While there is little clarity regarding the origins of the martial arts, a wide consensus exists that sees the introduction the systematic fighting styles into China in the sixth century CE as a decisive moment, leading to a synthesis of Taoist and Buddhist, especially Zen, concepts that become incorporated into the martial arts curriculum. From this origination point, the martial arts diffused across Asia, adapting and shifting emphases depending on the cultural contexts in which they were manifested. However, while particular styles and forms may have changed, many of the underlying concepts of the human condition and its potentialities, based in the synthesis of eastern concepts, remained constant.
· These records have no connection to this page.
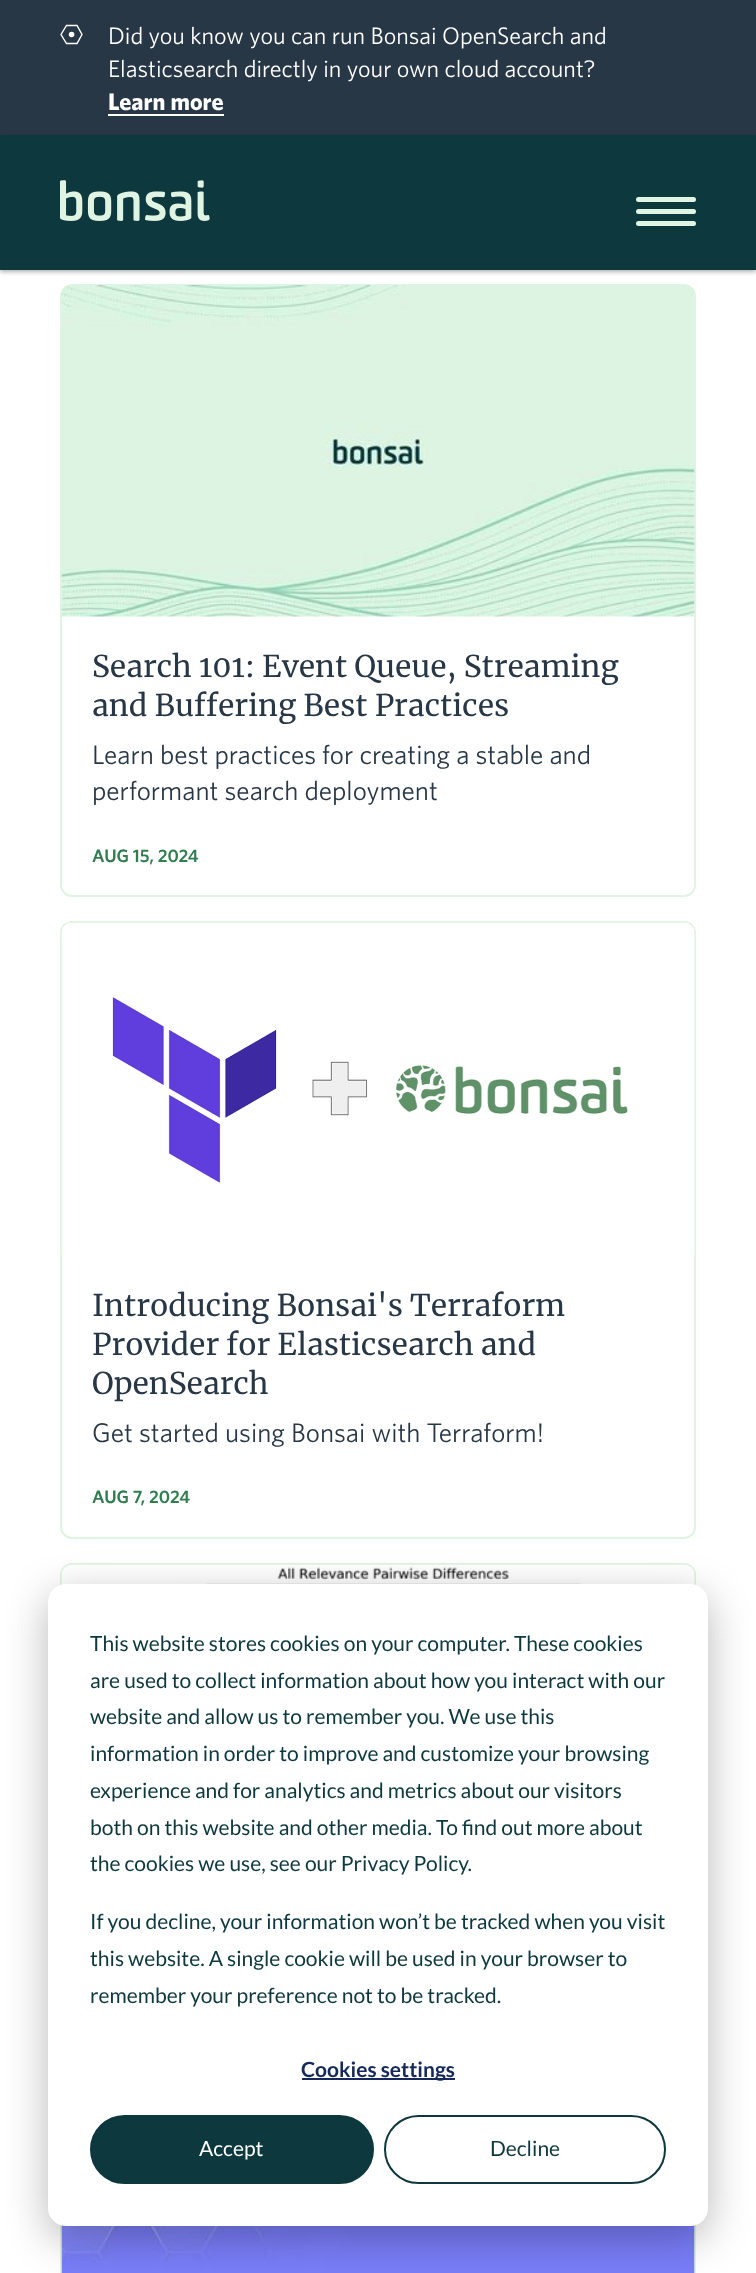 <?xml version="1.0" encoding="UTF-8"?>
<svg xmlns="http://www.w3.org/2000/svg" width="756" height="2273">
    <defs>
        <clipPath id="clip1"><path d="M 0 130 H 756 V 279 H 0 Z M 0 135 H 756 V 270 H 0 Z" clip-rule="evenodd"/></clipPath>
        <filter id="blur1" x="-50%" y="-200%" width="200%" height="500%"><feGaussianBlur stdDeviation="2"/></filter>
        <filter id="blur2" x="-50%" y="-200%" width="200%" height="500%"><feGaussianBlur stdDeviation="21"/></filter>
    </defs>
    <rect width="100%" height="100%" fill="#FFFFFF"/>
    <rect x="0" y="0" width="756" height="135" fill="#283746"/>
    <path d="M 61 34.5 L 66.5 25.5 H 77 L 82 34.5 L 77 43.5 H 66.5 Z" fill="none" stroke="#FFFFFF" stroke-width="1.4"/>
    <circle cx="71.6" cy="34.5" r="2.8" fill="#FFFFFF"/>
    <text font-family="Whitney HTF" font-size="24" fill="#FFFFFF">
        <tspan x="108" y="44">Did you know you can run Bonsai OpenSearch and</tspan>
        <tspan x="108" y="77">Elasticsearch directly in your own cloud account?</tspan>
    </text>
    <text x="108" y="110" font-family="Whitney HTF" font-size="24" font-weight="700" fill="#FFFFFF">Learn more</text>
    <rect x="108" y="114" width="116" height="2" fill="#FFFFFF"/>
    <rect x="0" y="135" width="756" height="135" fill="#0D383D"/>
    <g clip-path="url(#clip1)">
        <rect x="0" y="137" width="756" height="135" fill="#000000" fill-opacity="0.3" filter="url(#blur1)"/>
    </g>
    <image x="60" y="180" width="150" height="41" href="img_01.png"/>
    <rect x="636" y="197" width="60" height="5" rx="2.5" fill="#E0F4E3"/>
    <rect x="636" y="209" width="60" height="5" rx="2.5" fill="#E0F4E3"/>
    <rect x="636" y="221" width="60" height="5" rx="2.5" fill="#E0F4E3"/>
    <rect x="61" y="285" width="634" height="611" rx="11" fill="none" stroke="#E0F4E3" stroke-width="2"/>
    <image x="61" y="285" width="634" height="332" href="img_02.png"/>
    <text font-family="Merriweather" font-size="30" fill="#283746">
        <tspan x="92" y="677">Search 101: Event Queue, Streaming</tspan>
        <tspan x="92" y="716">and Buffering Best Practices</tspan>
    </text>
    <text font-family="Whitney HTF" font-size="27" fill="#283746">
        <tspan x="92" y="764">Learn best practices for creating a stable and</tspan>
        <tspan x="92" y="800">performant search deployment</tspan>
    </text>
    <text x="92" y="862" font-family="Whitney HTF" font-size="18" font-weight="600" fill="#317D4F">AUG 15, 2024</text>
    <rect x="61" y="922" width="634" height="616" rx="11" fill="none" stroke="#E0F4E3" stroke-width="2"/>
    <image x="61" y="922" width="634" height="333" href="img_03.png"/>
    <text font-family="Merriweather" font-size="30" fill="#283746">
        <tspan x="92" y="1316">Introducing Bonsai's Terraform</tspan>
        <tspan x="92" y="1355">Provider for Elasticsearch and</tspan>
        <tspan x="92" y="1394">OpenSearch</tspan>
    </text>
    <text x="92" y="1442" font-family="Whitney HTF" font-size="27" fill="#283746">Get started using Bonsai with Terraform!</text>
    <text x="92" y="1503" font-family="Whitney HTF" font-size="18" font-weight="600" fill="#317D4F">AUG 7, 2024</text>
    <rect x="61" y="1564" width="634" height="613" rx="11" fill="none" stroke="#E0F4E3" stroke-width="2"/>
    <image x="61" y="1564" width="634" height="21" href="img_04.png"/>
    <rect x="61" y="2203" width="634" height="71" fill="none" stroke="#E0F4E3" stroke-width="2"/>
    <image x="61" y="2225" width="634" height="48" href="img_05.png"/>
    <rect x="48" y="1596" width="660" height="642" rx="18" fill="#000000" fill-opacity="0.28" filter="url(#blur2)"/>
    <rect x="48" y="1584" width="660" height="642" rx="18" fill="#FFFFFF"/>
    <text font-family="Lato" font-size="21" fill="#0D383D">
        <tspan x="90" y="1651">This website stores cookies on your computer. These cookies</tspan>
        <tspan x="90" y="1688">are used to collect information about how you interact with our</tspan>
        <tspan x="90" y="1724">website and allow us to remember you. We use this</tspan>
        <tspan x="90" y="1761">information in order to improve and customize your browsing</tspan>
        <tspan x="90" y="1798">experience and for analytics and metrics about our visitors</tspan>
        <tspan x="90" y="1835">both on this website and other media. To find out more about</tspan>
        <tspan x="90" y="1871">the cookies we use, see our Privacy Policy.</tspan>
    </text>
    <text font-family="Lato" font-size="21" fill="#0D383D">
        <tspan x="90" y="1929">If you decline, your information won’t be tracked when you visit</tspan>
        <tspan x="90" y="1966">this website. A single cookie will be used in your browser to</tspan>
        <tspan x="90" y="2003">remember your preference not to be tracked.</tspan>
    </text>
    <rect x="302" y="2078" width="153" height="2" fill="#15295A"/>
    <text x="301" y="2077" font-family="Lato" font-size="21" font-weight="700" fill="#15295A">Cookies settings</text>
    <rect x="91" y="2116" width="282" height="67" rx="33.5" fill="#0D383D" stroke="#0D383D" stroke-width="2"/>
    <text x="199" y="2156" font-family="Lato" font-size="21" fill="#FFFFFF">Accept</text>
    <rect x="385" y="2116" width="280" height="67" rx="33.5" fill="none" stroke="#0D383D" stroke-width="2"/>
    <text x="490" y="2156" font-family="Lato" font-size="21" fill="#0D383D">Decline</text>
</svg>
The GMAU begins, not by questioning this lineage to the martial arts, but by probing back into possible antecedents. While noting one theory which places the origins of the martial arts in China during the Chou Dynasty of the first millennium BCE, the organization asserts they were practiced in Egypt as early as 3000 BCE. In one of the publications of the founder of the organization, boxing is traced back to Egypt in 4000 BCE. Having placed the origin of martial arts in the ancient Near East in the time prior to the prevailing setting of the Old Testament, it is possible to see in a number of narratives "a variety of martial arts activities in the Old Testament." Some of the examples include 1 Samuel 13 and 14 where Jonathan’s armor-bearer "struck an empty-handed ‘death blow’" in a battle against the Philistines, and Pss 18 and 144 where the Psalmist’s expression that God had trained his "hands for warfare" is interpreted as training in the martial arts. The conclusion is clear; an argument can be made that "the martial arts originated in Biblical Old Testament times. If so, the spiritual and philosophical foundation of the martial arts would have to be that of the Old Testament."
Having reinterpreted the historical origins of the martial arts, the publications of the GMAU go on to present samples of exemplary application of "martial arts techniques" from the Bible. The hero traditions of ancient Israel as preserved in the Old Testament are put to service as such examples. Figures such as Samson, Joshua, and especially the warrior-king David all provide elements of techniques that become fixtures of the martial arts. However, the records of one figure in particular are carefully exegeted for what they offer in the way of illustrating martial arts techniques, that being Gideon.
As examples of the creative interpretation of Old Testament texts in light of the new historical vision of the martial arts offered by the GMAU, we will examine four specific elements to the narratives of Gideon’s judgeship. First, the founder of the GMAU notes Gideon’s being termed a "mighty man of valor" in Judges 6.12. This is connected with a purported "root word" meaning to "stomp and dance—very similar to the martial arts katas." By noting this improbable connection by means of a kind of midrashic method, the reader is led to believe Gideon was a "mighty man" because of his performance of katas.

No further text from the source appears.